__THE TASK__
Scan the data below and copy each line where "Goatlees" occurs.
── WORKING DATA
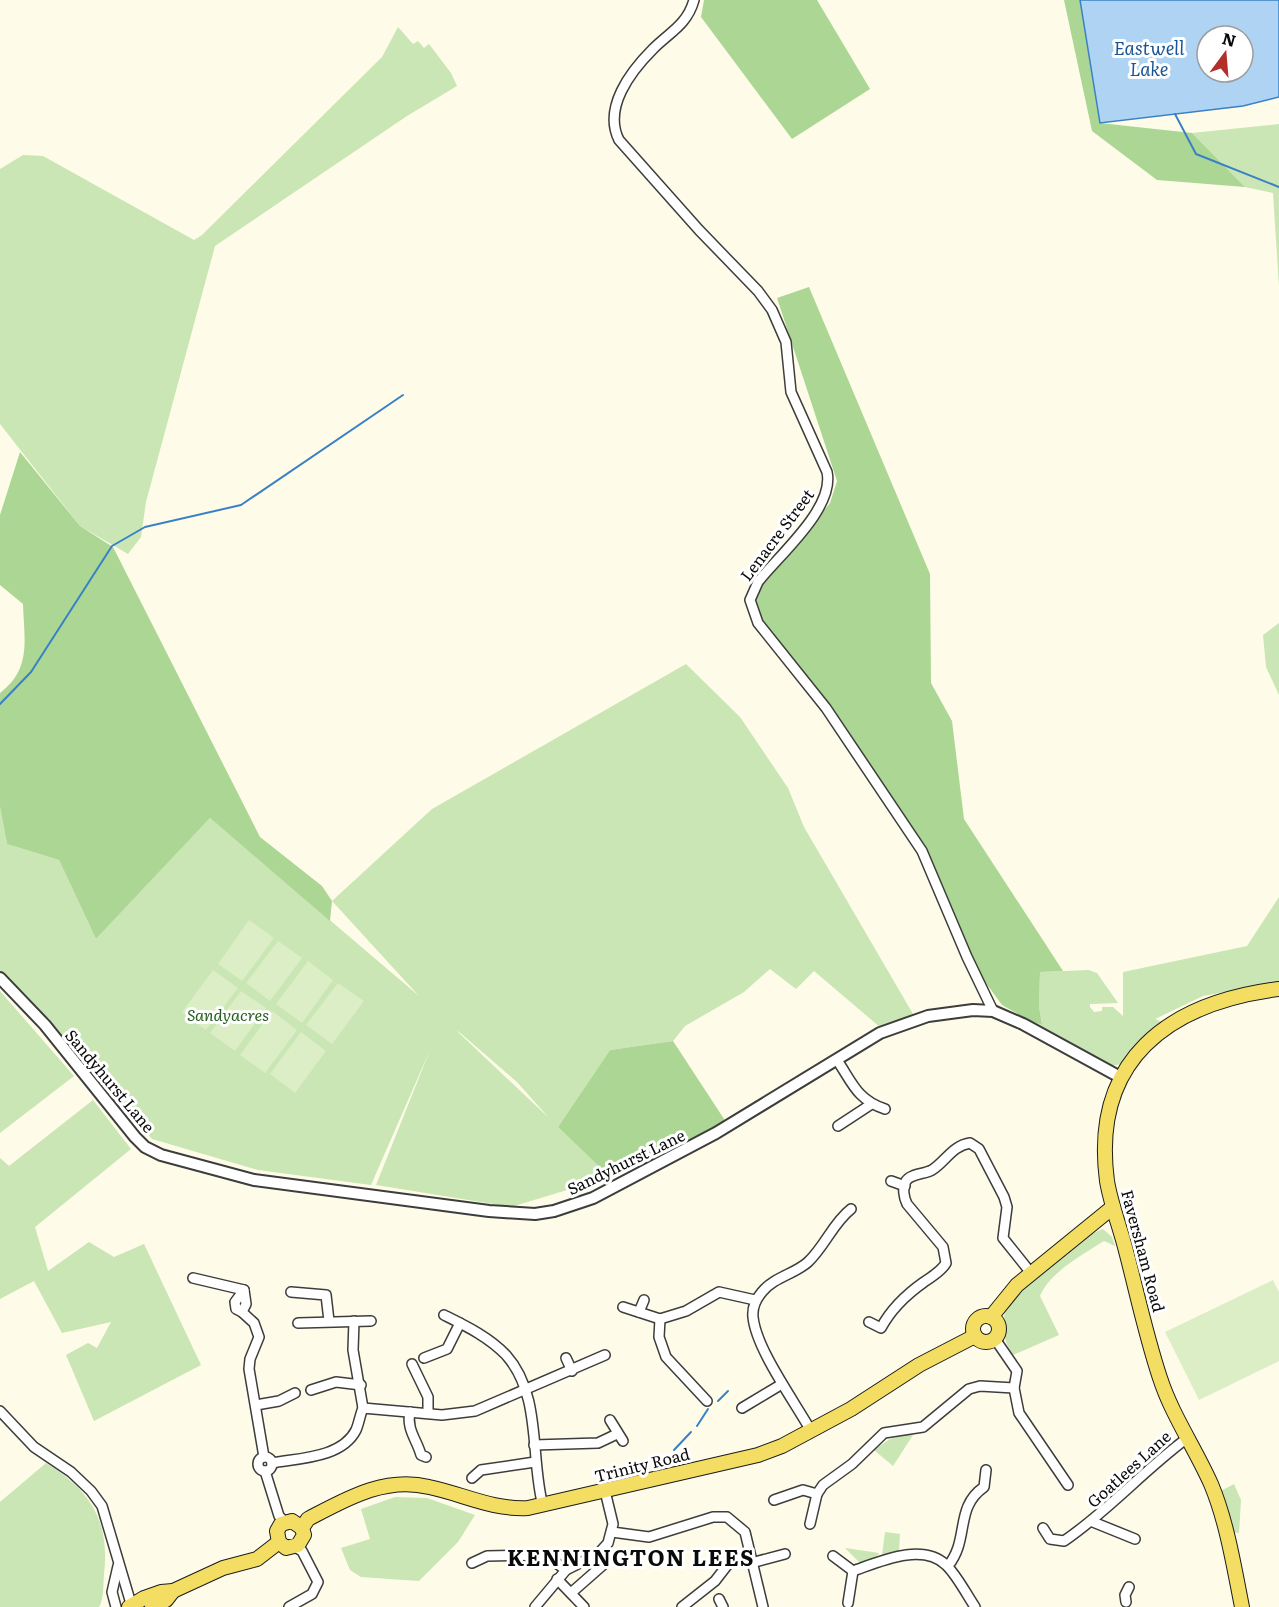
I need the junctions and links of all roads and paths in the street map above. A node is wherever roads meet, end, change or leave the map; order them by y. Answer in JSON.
{"nodes":[{"id":1,"x":694,"y":0,"type":"edge"},
{"id":2,"x":0,"y":978,"type":"edge"},
{"id":3,"x":1279,"y":989,"type":"edge"},
{"id":4,"x":993,"y":1011,"type":"junction"},
{"id":5,"x":837,"y":1060,"type":"junction"},
{"id":6,"x":1120,"y":1077,"type":"junction"},
{"id":7,"x":870,"y":1105,"type":"junction"},
{"id":8,"x":885,"y":1109,"type":"dead end"},
{"id":9,"x":838,"y":1126,"type":"dead end"},
{"id":10,"x":891,"y":1181,"type":"dead end"},
{"id":11,"x":904,"y":1186,"type":"junction"},
{"id":12,"x":1113,"y":1207,"type":"junction"},
{"id":13,"x":851,"y":1209,"type":"dead end"},
{"id":14,"x":830,"y":1211,"type":"dead end"},
{"id":15,"x":840,"y":1218,"type":"junction"},
{"id":16,"x":1030,"y":1273,"type":"junction"},
{"id":17,"x":194,"y":1278,"type":"dead end"},
{"id":18,"x":718,"y":1280,"type":"dead end"},
{"id":19,"x":291,"y":1292,"type":"dead end"},
{"id":20,"x":719,"y":1292,"type":"junction"},
{"id":21,"x":644,"y":1300,"type":"dead end"},
{"id":22,"x":755,"y":1300,"type":"junction"},
{"id":23,"x":623,"y":1307,"type":"dead end"},
{"id":24,"x":639,"y":1312,"type":"junction"},
{"id":25,"x":444,"y":1315,"type":"dead end"},
{"id":26,"x":991,"y":1317,"type":"junction"},
{"id":27,"x":660,"y":1319,"type":"junction"},
{"id":28,"x":329,"y":1321,"type":"junction"},
{"id":29,"x":354,"y":1321,"type":"junction"},
{"id":30,"x":371,"y":1321,"type":"dead end"},
{"id":31,"x":869,"y":1322,"type":"dead end"},
{"id":32,"x":298,"y":1323,"type":"dead end"},
{"id":33,"x":460,"y":1323,"type":"junction"},
{"id":34,"x":975,"y":1336,"type":"junction"},
{"id":35,"x":995,"y":1339,"type":"junction"},
{"id":36,"x":605,"y":1355,"type":"dead end"},
{"id":37,"x":424,"y":1358,"type":"dead end"},
{"id":38,"x":566,"y":1358,"type":"dead end"},
{"id":39,"x":412,"y":1364,"type":"dead end"},
{"id":40,"x":572,"y":1371,"type":"junction"},
{"id":41,"x":782,"y":1384,"type":"junction"},
{"id":42,"x":361,"y":1385,"type":"junction"},
{"id":43,"x":1014,"y":1388,"type":"junction"},
{"id":44,"x":311,"y":1390,"type":"dead end"},
{"id":45,"x":525,"y":1391,"type":"junction"},
{"id":46,"x":295,"y":1393,"type":"dead end"},
{"id":47,"x":707,"y":1401,"type":"dead end"},
{"id":48,"x":256,"y":1405,"type":"junction"},
{"id":49,"x":363,"y":1408,"type":"junction"},
{"id":50,"x":742,"y":1408,"type":"dead end"},
{"id":51,"x":0,"y":1411,"type":"edge"},
{"id":52,"x":410,"y":1412,"type":"junction"},
{"id":53,"x":428,"y":1413,"type":"junction"},
{"id":54,"x":610,"y":1420,"type":"dead end"},
{"id":55,"x":811,"y":1431,"type":"junction"},
{"id":56,"x":1186,"y":1439,"type":"junction"},
{"id":57,"x":534,"y":1445,"type":"junction"},
{"id":58,"x":426,"y":1457,"type":"dead end"},
{"id":59,"x":268,"y":1460,"type":"junction"},
{"id":60,"x":535,"y":1462,"type":"junction"},
{"id":61,"x":1068,"y":1464,"type":"dead end"},
{"id":62,"x":986,"y":1470,"type":"dead end"},
{"id":63,"x":1059,"y":1470,"type":"junction"},
{"id":64,"x":472,"y":1478,"type":"dead end"},
{"id":65,"x":1068,"y":1485,"type":"dead end"},
{"id":66,"x":605,"y":1491,"type":"junction"},
{"id":67,"x":817,"y":1494,"type":"junction"},
{"id":68,"x":774,"y":1500,"type":"dead end"},
{"id":69,"x":543,"y":1506,"type":"junction"},
{"id":70,"x":285,"y":1522,"type":"junction"},
{"id":71,"x":1093,"y":1522,"type":"junction"},
{"id":72,"x":810,"y":1524,"type":"dead end"},
{"id":73,"x":302,"y":1528,"type":"junction"},
{"id":74,"x":1043,"y":1528,"type":"dead end"},
{"id":75,"x":612,"y":1532,"type":"junction"},
{"id":76,"x":1135,"y":1539,"type":"dead end"},
{"id":77,"x":279,"y":1542,"type":"junction"},
{"id":78,"x":295,"y":1547,"type":"junction"},
{"id":79,"x":598,"y":1554,"type":"junction"},
{"id":80,"x":785,"y":1554,"type":"dead end"},
{"id":81,"x":833,"y":1556,"type":"dead end"},
{"id":82,"x":750,"y":1559,"type":"junction"},
{"id":83,"x":472,"y":1563,"type":"dead end"},
{"id":84,"x":712,"y":1564,"type":"dead end"},
{"id":85,"x":118,"y":1566,"type":"junction"},
{"id":86,"x":948,"y":1566,"type":"junction"},
{"id":87,"x":566,"y":1570,"type":"junction"},
{"id":88,"x":721,"y":1570,"type":"junction"},
{"id":89,"x":853,"y":1571,"type":"junction"},
{"id":90,"x":557,"y":1580,"type":"junction"},
{"id":91,"x":1129,"y":1587,"type":"dead end"},
{"id":92,"x":173,"y":1591,"type":"junction"},
{"id":93,"x":571,"y":1593,"type":"junction"},
{"id":94,"x":848,"y":1603,"type":"dead end"},
{"id":95,"x":1127,"y":1605,"type":"edge"},
{"id":96,"x":116,"y":1607,"type":"edge"},
{"id":97,"x":131,"y":1607,"type":"edge"},
{"id":98,"x":152,"y":1607,"type":"edge"},
{"id":99,"x":289,"y":1607,"type":"edge"},
{"id":100,"x":535,"y":1607,"type":"edge"},
{"id":101,"x":584,"y":1607,"type":"edge"},
{"id":102,"x":682,"y":1607,"type":"edge"},
{"id":103,"x":763,"y":1607,"type":"edge"},
{"id":104,"x":975,"y":1607,"type":"edge"},
{"id":105,"x":1242,"y":1607,"type":"edge"}],
"edges":[{"from":1,"to":4,"type":"street","name":"Lenacre Street"},
{"from":2,"to":5,"type":"street","name":"Sandyhurst Lane"},
{"from":3,"to":6,"type":"main road","name":"Faversham Road"},
{"from":4,"to":5,"type":"street","name":"Sandyhurst Lane"},
{"from":4,"to":6,"type":"street","name":"Sandyhurst Lane"},
{"from":5,"to":7,"type":"street"},
{"from":6,"to":12,"type":"main road","name":"Faversham Road"},
{"from":7,"to":8,"type":"street"},
{"from":7,"to":9,"type":"street"},
{"from":10,"to":11,"type":"street"},
{"from":11,"to":16,"type":"street"},
{"from":11,"to":31,"type":"street"},
{"from":12,"to":16,"type":"main road","name":"Trinity Road"},
{"from":12,"to":56,"type":"main road","name":"Faversham Road"},
{"from":13,"to":15,"type":"street"},
{"from":14,"to":15,"type":"street"},
{"from":15,"to":22,"type":"street"},
{"from":16,"to":26,"type":"main road","name":"Trinity Road"},
{"from":17,"to":48,"type":"street"},
{"from":18,"to":20,"type":"street"},
{"from":19,"to":28,"type":"street"},
{"from":20,"to":22,"type":"street"},
{"from":20,"to":27,"type":"street"},
{"from":21,"to":24,"type":"street"},
{"from":22,"to":41,"type":"street"},
{"from":23,"to":24,"type":"street"},
{"from":24,"to":27,"type":"street"},
{"from":25,"to":33,"type":"street"},
{"from":26,"to":34,"type":"main road","name":"Trinity Road"},
{"from":26,"to":35,"type":"main road"},
{"from":27,"to":47,"type":"street"},
{"from":28,"to":29,"type":"street"},
{"from":28,"to":32,"type":"street"},
{"from":29,"to":30,"type":"street"},
{"from":29,"to":42,"type":"street"},
{"from":33,"to":37,"type":"street"},
{"from":33,"to":45,"type":"street"},
{"from":34,"to":35,"type":"main road"},
{"from":34,"to":55,"type":"main road","name":"Trinity Road"},
{"from":35,"to":43,"type":"street"},
{"from":36,"to":40,"type":"street"},
{"from":38,"to":40,"type":"street"},
{"from":39,"to":53,"type":"street"},
{"from":40,"to":45,"type":"street"},
{"from":41,"to":50,"type":"street"},
{"from":41,"to":55,"type":"street"},
{"from":42,"to":44,"type":"street"},
{"from":42,"to":49,"type":"street"},
{"from":43,"to":63,"type":"street"},
{"from":43,"to":67,"type":"street"},
{"from":45,"to":53,"type":"street"},
{"from":45,"to":57,"type":"street"},
{"from":46,"to":48,"type":"street"},
{"from":48,"to":59,"type":"street"},
{"from":49,"to":52,"type":"street"},
{"from":49,"to":59,"type":"street"},
{"from":51,"to":85,"type":"street"},
{"from":52,"to":53,"type":"street"},
{"from":52,"to":58,"type":"street"},
{"from":54,"to":57,"type":"street"},
{"from":55,"to":66,"type":"main road","name":"Trinity Road"},
{"from":56,"to":71,"type":"street","name":"Goatlees Lane"},
{"from":56,"to":105,"type":"main road","name":"Faversham Road"},
{"from":57,"to":60,"type":"street"},
{"from":59,"to":70,"type":"street"},
{"from":60,"to":64,"type":"street"},
{"from":60,"to":69,"type":"street"},
{"from":61,"to":63,"type":"street"},
{"from":62,"to":86,"type":"street"},
{"from":63,"to":65,"type":"street"},
{"from":66,"to":69,"type":"main road","name":"Trinity Road"},
{"from":66,"to":75,"type":"street"},
{"from":67,"to":68,"type":"street"},
{"from":67,"to":72,"type":"street"},
{"from":69,"to":73,"type":"main road","name":"Trinity Road"},
{"from":70,"to":73,"type":"main road"},
{"from":70,"to":77,"type":"main road"},
{"from":71,"to":74,"type":"street","name":"Goatlees Lane"},
{"from":71,"to":76,"type":"street","name":"Goatlees Lane"},
{"from":73,"to":78,"type":"main road"},
{"from":75,"to":79,"type":"street"},
{"from":75,"to":82,"type":"street"},
{"from":77,"to":78,"type":"main road"},
{"from":77,"to":92,"type":"main road"},
{"from":78,"to":99,"type":"street"},
{"from":79,"to":87,"type":"street"},
{"from":79,"to":93,"type":"street"},
{"from":80,"to":82,"type":"street"},
{"from":81,"to":89,"type":"street"},
{"from":82,"to":88,"type":"street"},
{"from":82,"to":103,"type":"street"},
{"from":83,"to":87,"type":"street"},
{"from":84,"to":88,"type":"street"},
{"from":85,"to":96,"type":"street"},
{"from":85,"to":97,"type":"street"},
{"from":86,"to":89,"type":"street"},
{"from":86,"to":104,"type":"street"},
{"from":87,"to":90,"type":"street"},
{"from":88,"to":102,"type":"street"},
{"from":89,"to":94,"type":"street"},
{"from":90,"to":93,"type":"street"},
{"from":90,"to":100,"type":"street"},
{"from":91,"to":95,"type":"street"},
{"from":92,"to":97,"type":"main road"},
{"from":92,"to":98,"type":"main road"},
{"from":93,"to":101,"type":"street"}]}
────
__WORKED SOLUTION__
{"from":56,"to":71,"type":"street","name":"Goatlees Lane"},
{"from":71,"to":74,"type":"street","name":"Goatlees Lane"},
{"from":71,"to":76,"type":"street","name":"Goatlees Lane"},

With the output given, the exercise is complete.